Highlights & Insights¶
- Distilling the advantages of multi-round inference into one-off generation: This concept of "viewing the entire process during training, but outputting results directly during inference" is highly elegant. It can be widely adapted to other tasks that require iterative optimization yet demand low inference latency, such as mathematical reasoning and code repair.
- Progressive masking strategy: The curriculum learning approach of transitioning from fully visible to fully masked dynamic scheduling gracefully addresses the training-inference gap. This design pattern can be applied to any scenario that trains on intermediate reasoning steps but aims to bypass them during inference.
- Scalability of the data construction method: Reflection sequences can be constructed automatically at scale without manual annotation, natively utilizing the compiler as a free verification tool.

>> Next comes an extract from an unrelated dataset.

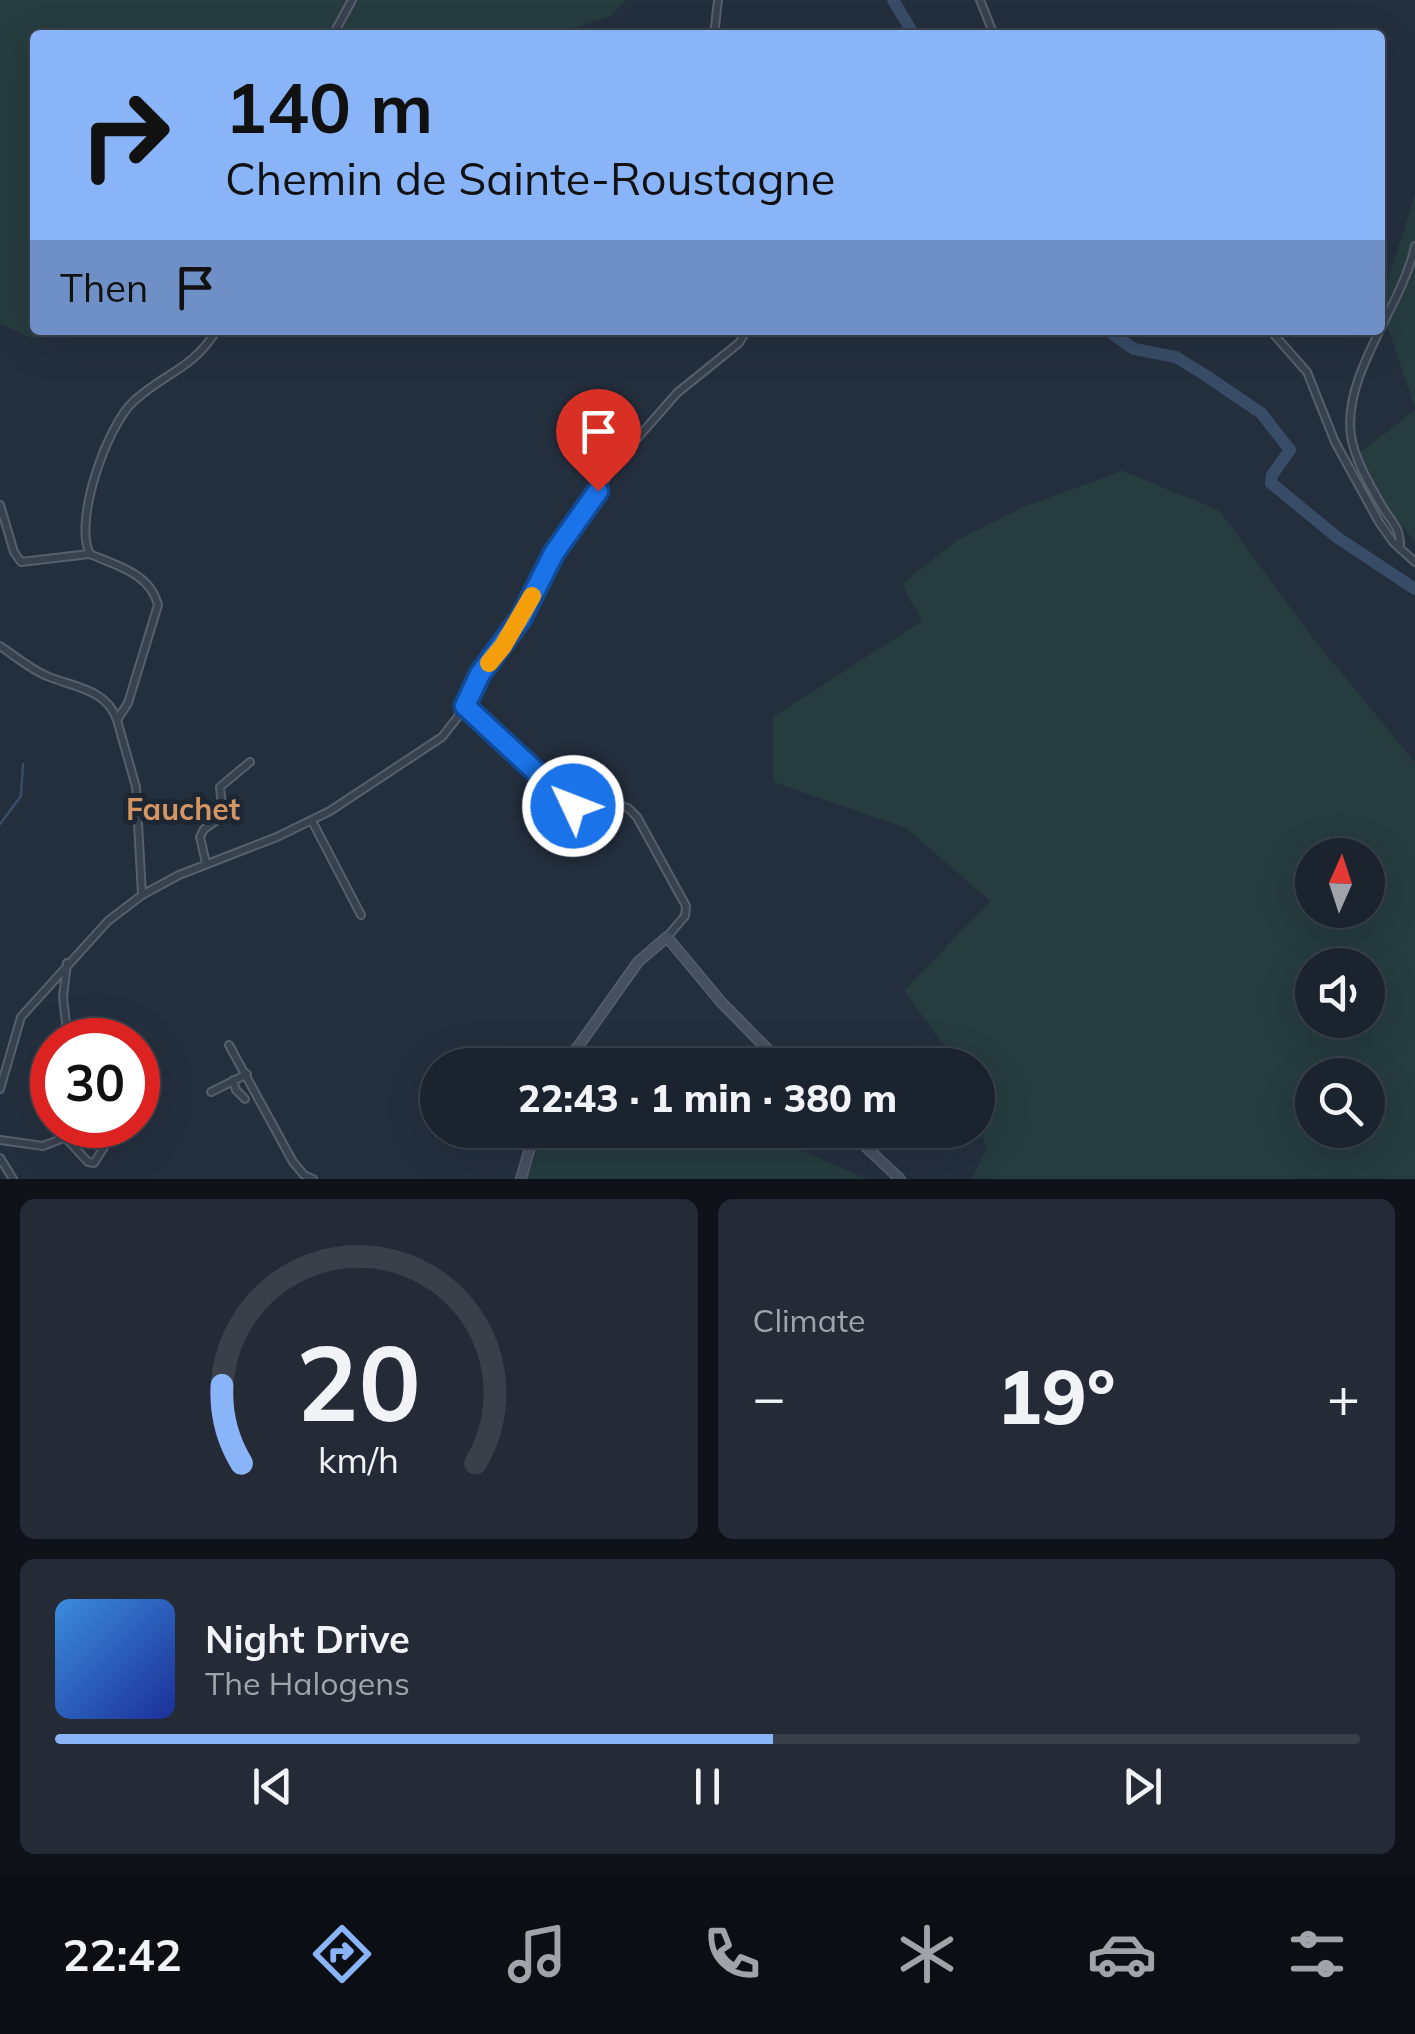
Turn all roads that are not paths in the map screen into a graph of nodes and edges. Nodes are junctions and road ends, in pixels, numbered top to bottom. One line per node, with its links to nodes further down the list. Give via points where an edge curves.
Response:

Limitations & Future Work¶
- The quality of reflection sequences directly depends on the debugging capability of the teacher model; if the teacher model cannot correct a certain class of errors, the student cannot learn it either.
- Currently validated only on function-level code generation; the effects on more complex repository-level code generation remain unknown.

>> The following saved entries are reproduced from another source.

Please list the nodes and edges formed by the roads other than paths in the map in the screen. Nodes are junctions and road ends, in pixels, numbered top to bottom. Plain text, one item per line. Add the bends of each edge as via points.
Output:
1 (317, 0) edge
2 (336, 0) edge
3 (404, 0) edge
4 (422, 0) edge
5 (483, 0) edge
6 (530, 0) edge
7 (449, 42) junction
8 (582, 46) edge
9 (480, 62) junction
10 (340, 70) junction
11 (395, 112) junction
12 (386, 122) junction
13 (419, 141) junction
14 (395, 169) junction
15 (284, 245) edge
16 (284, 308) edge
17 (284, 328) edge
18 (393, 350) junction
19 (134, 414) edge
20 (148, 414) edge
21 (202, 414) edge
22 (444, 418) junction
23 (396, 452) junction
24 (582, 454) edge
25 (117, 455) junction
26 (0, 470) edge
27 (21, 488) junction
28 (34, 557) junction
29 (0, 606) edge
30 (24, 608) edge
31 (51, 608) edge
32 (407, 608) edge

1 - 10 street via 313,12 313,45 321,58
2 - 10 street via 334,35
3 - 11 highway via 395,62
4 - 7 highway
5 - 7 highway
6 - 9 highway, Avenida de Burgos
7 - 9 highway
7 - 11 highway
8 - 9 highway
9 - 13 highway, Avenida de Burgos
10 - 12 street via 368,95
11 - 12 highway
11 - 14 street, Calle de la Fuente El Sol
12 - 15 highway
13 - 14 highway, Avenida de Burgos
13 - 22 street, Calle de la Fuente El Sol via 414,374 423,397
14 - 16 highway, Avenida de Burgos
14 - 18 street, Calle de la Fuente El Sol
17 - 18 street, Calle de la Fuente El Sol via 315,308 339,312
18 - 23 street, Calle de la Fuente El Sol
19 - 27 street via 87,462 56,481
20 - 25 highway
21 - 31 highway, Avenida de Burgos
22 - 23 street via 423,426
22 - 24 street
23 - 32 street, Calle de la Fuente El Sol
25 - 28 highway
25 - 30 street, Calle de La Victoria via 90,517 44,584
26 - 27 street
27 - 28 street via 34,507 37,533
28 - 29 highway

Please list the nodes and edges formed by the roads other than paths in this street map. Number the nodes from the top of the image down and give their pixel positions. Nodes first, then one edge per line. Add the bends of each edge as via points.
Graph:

- The scheduling strategy for the dynamic mask (linear growth) is relatively simple; superior curriculum learning schemes might exist.
- Using this method in non-coding domains was not explored (though mentioned as a possibility in the paper).
- Future Directions: Stronger code verifiers (such as formal verification tools) could replace basic compilation tests to construct higher-quality reflection sequences.
Related Work & Insights¶
- vs WizardCoder: WizardCoder utilizes Evol-Instruct to scale instruction complexity to enhance code generation. This work focuses on the data construction perspective (reflection sequences); the two approaches could be complementary.
- vs Self-Repair/Self-Debug: The latter uses compiler feedback for multi-round refinement during inference, yielding strong results at high cost. This paper compresses this correction capability into one-off generation, significantly lowering inference costs.
- vs MagiCoder: MagiCoder enhances training data by generating high-quality programming problems from open-source code snippets. This paper introduces error correction trajectories to provide additional supervisory signals, approaching the problem from a different angle.
- The most inspiring aspect of this method is the paradigm of "distilling multi-step reasoning knowledge into single-step generation," which is highly aligned with recent trends in reasoning distillation (such as distilling CoT into direct answers).
Rating¶
- Novelty: ⭐⭐⭐⭐ The combination of reflection sequences and progressive masked distillation represents a meaningful innovation.
- Experimental Thoroughness: ⭐⭐⭐⭐ Multiple model scales, multiple benchmarks, comprehensive ablation, and MultiPL-E multilingual evaluation.
- Writing Quality: ⭐⭐⭐⭐ The methodology is clearly described with intuitive diagrams.
- Value: ⭐⭐⭐⭐ High practical value; the "reflect during training, direct output during inference" paradigm offers broad applicability.